Besides the primitive types supported by Apache Iceberg, Havasu introduced a new data type GEOMETRY to represent geospatial data. For instance, user can create a table with a geometry column using SQL:

sedona.sql("""
CREATE TABLE IF NOT EXISTS wherobots.test_db.test_table (
    id bigint,
    data string,
    geom geometry
) PARTITIONED BY (bucket(4, id))""")
sedona.sql("""
CREATE TABLE IF NOT EXISTS wherobots.test_db.test_table (
    id bigint,
    data string,
    geom geometry
) PARTITIONED BY (bucket(4, id))""")
sedona.sql(
    "CREATE TABLE IF NOT EXISTS wherobots.test_db.test_table (" +
    "id bigint," +
    "data string," +
    "geom geometry" +
    ") PARTITIONED BY (bucket(4, id))"
);

This will create an empty table partitioned by the bucketed value of id. Notice that Havasu introduced a new data type GEOMETRY to represent geospatial data. We can inspect the table schema using DESCRIBE command:

sedona.sql("DESCRIBE TABLE wherobots.test_db.test_table").show()
sedona.sql("DESCRIBE TABLE wherobots.test_db.test_table").show()
sedona.sql("DESCRIBE TABLE wherobots.test_db.test_table").show();
+--------------+-------------+-------+
|      col_name|    data_type|comment|
+--------------+-------------+-------+
|            id|       bigint|   null|
|          data|       string|   null|
|          geom|     geometry|   null|
|              |             |       |
|# Partitioning|             |       |
|        Part 0|bucket(4, id)|       |
+--------------+-------------+-------+

Or using .printSchema() function:

sedona.table("wherobots.test_db.test_table").printSchema()
sedona.table("wherobots.test_db.test_table").printSchema()
sedona.table("wherobots.test_db.test_table").printSchema();
root
 |-- id: long (nullable = true)
 |-- data: string (nullable = true)
 |-- geom: geometry (nullable = true)

Creating Table with Geometry Column

As mentioned above, user can create a Havasu table using SQL:

sedona.sql("""
CREATE TABLE IF NOT EXISTS wherobots.test_db.test_table (
    id bigint,
    data string,
    geom geometry
) PARTITIONED BY (bucket(4, id))""")
sedona.sql("""
CREATE TABLE IF NOT EXISTS wherobots.test_db.test_table (
    id bigint,
    data string,
    geom geometry
) PARTITIONED BY (bucket(4, id))""")
sedona.sql(
    "CREATE TABLE IF NOT EXISTS wherobots.test_db.test_table (" +
    "id bigint," +
    "data string," +
    "geom geometry" +
    ") PARTITIONED BY (bucket(4, id))"
);

If user has a DataFrame containing geometry data, they can also create a Havasu table using the DataFrame:

# Create a DataFrame with geometry data
df = sedona.createDataFrame([
    (1, "a", "POINT (1 2)"),
    (2, "b", "POINT (2 3)")
], ["id", "data", "geom"])\
.withColumn("geom", expr("ST_GeomFromText(geom)"))

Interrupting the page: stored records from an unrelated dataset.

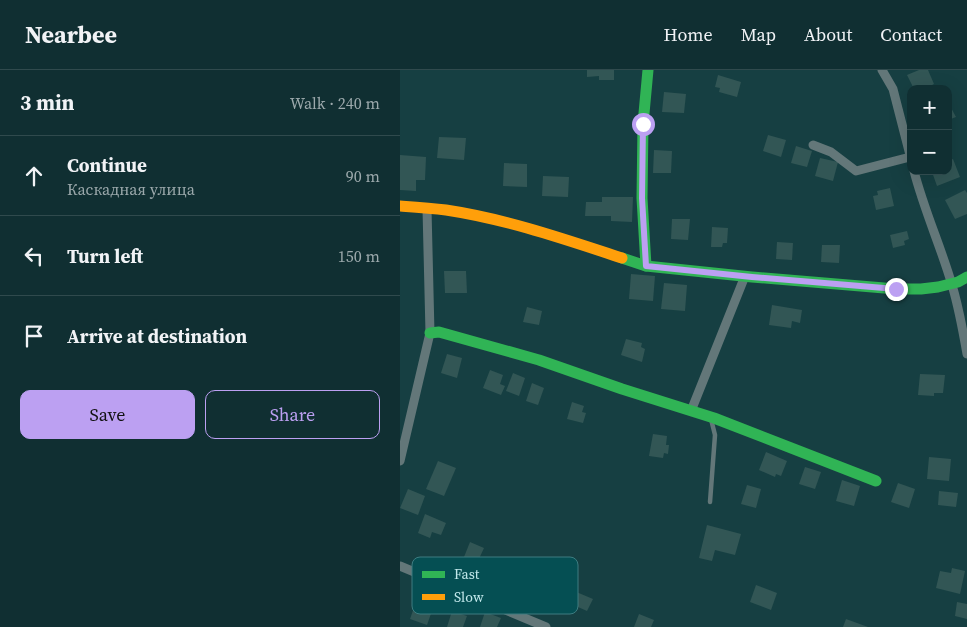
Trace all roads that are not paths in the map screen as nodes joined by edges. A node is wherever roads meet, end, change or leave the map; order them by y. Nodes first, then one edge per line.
1 (648, 70) edge
2 (882, 70) edge
3 (814, 145) dead end
4 (907, 146) edge
5 (907, 159) edge
6 (915, 175) edge
7 (400, 206) edge
8 (426, 209) junction
9 (646, 266) junction
10 (745, 276) junction
11 (967, 277) edge
12 (952, 284) junction
13 (430, 333) junction
14 (967, 354) edge
15 (692, 411) junction
16 (710, 416) junction
17 (400, 462) edge
18 (876, 481) dead end
19 (710, 502) dead end
20 (400, 566) edge
21 (412, 571) edge
22 (515, 614) edge
23 (546, 627) edge

1 - 9 street
2 - 4 street
3 - 5 street
6 - 12 street
7 - 8 street
8 - 9 street
8 - 13 street
9 - 10 street
10 - 12 street
10 - 15 street
11 - 12 street
12 - 14 street
13 - 15 street
13 - 17 street
15 - 16 street
16 - 18 street
16 - 19 lane
20 - 21 street
22 - 23 street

# Create a Havasu table using the DataFrame
df.writeTo("wherobots.test_db.test_table").create()
// Create a DataFrame with geometry data
val df = Seq(
    (1, "a", "POINT (1 2)"),
    (2, "b", "POINT (2 3)")
).toDF("id", "data", "geom")
.withColumn("geom", expr("ST_GeomFromText(geom)"))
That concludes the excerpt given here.